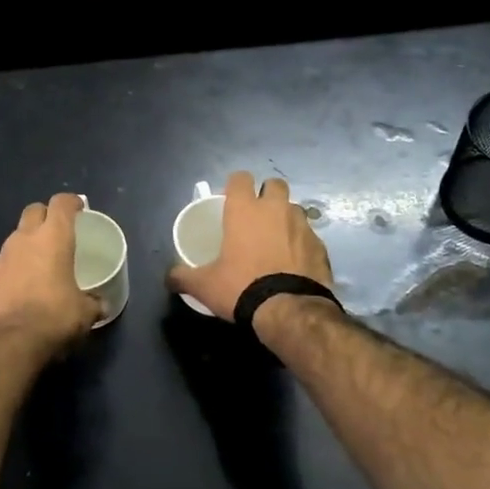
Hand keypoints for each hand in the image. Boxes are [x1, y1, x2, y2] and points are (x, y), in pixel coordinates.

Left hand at [0, 193, 102, 346]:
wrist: (7, 342)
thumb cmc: (53, 317)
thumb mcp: (84, 313)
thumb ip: (93, 302)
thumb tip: (100, 305)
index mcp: (52, 238)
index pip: (61, 203)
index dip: (72, 203)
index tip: (79, 209)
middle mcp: (24, 239)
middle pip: (34, 210)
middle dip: (46, 216)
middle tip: (58, 232)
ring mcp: (1, 258)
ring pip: (16, 238)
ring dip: (28, 244)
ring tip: (41, 263)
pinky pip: (4, 265)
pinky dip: (14, 270)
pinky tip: (22, 289)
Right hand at [165, 171, 333, 321]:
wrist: (290, 311)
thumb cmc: (241, 288)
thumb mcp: (204, 285)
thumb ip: (183, 277)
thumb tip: (168, 278)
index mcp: (245, 210)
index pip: (240, 177)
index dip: (235, 185)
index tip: (230, 200)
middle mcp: (276, 209)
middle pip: (274, 184)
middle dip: (266, 194)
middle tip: (256, 217)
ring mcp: (302, 226)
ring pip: (294, 209)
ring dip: (285, 218)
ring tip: (276, 241)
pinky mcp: (321, 246)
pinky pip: (309, 236)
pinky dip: (301, 244)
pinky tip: (294, 263)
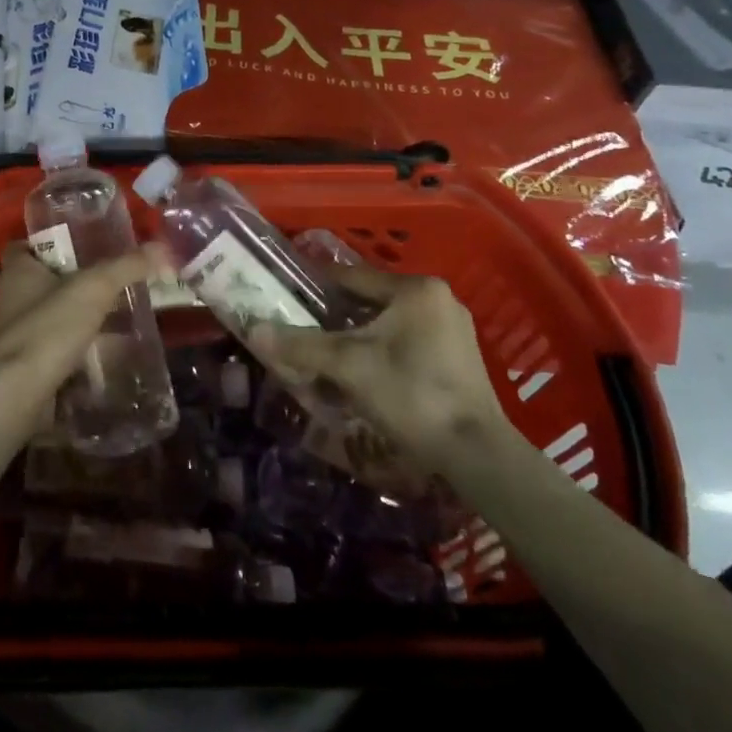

-*-

* [Exercise goal] Since the copy must contain no pictures, return only the text of the records, exactly as it stands.

* [Exercise output]
Hand keypoints for each hand in the image. Boxes are [x1, y1, x2, y2] and points are (x, y), in pixel coordinates.

Left hand at [0, 193, 102, 346]:
wrist: (7, 342)
thumb cmc: (53, 317)
thumb mcp: (84, 313)
thumb ip: (93, 302)
thumb tip: (100, 305)
index mcp: (52, 238)
index pip: (61, 203)
index dip: (72, 203)
index tip: (79, 209)
middle mcp: (24, 239)
middle pip: (34, 210)
middle dip: (46, 216)
middle tip: (58, 232)
ring mcp: (1, 258)
ring pip: (16, 238)
ring dip: (28, 244)
ring tip: (41, 263)
pinky pip: (4, 265)
pinky dip: (14, 270)
pinky tip: (22, 289)
Right hand at [165, 171, 333, 321]:
wrist: (290, 311)
thumb cmc: (241, 288)
thumb mcp: (204, 285)
thumb ip: (183, 277)
thumb tip: (168, 278)
index mcp: (245, 210)
index pip: (240, 177)
index dip: (235, 185)
index tip: (230, 200)
middle mcp: (276, 209)
middle pip: (274, 184)
middle dip: (266, 194)
middle tip: (256, 217)
ring mcp: (302, 226)
ring pip: (294, 209)
ring dip: (285, 218)
ring tip: (276, 241)
pinky mcp: (321, 246)
pinky pip: (309, 236)
pinky dip: (301, 244)
pinky tip: (294, 263)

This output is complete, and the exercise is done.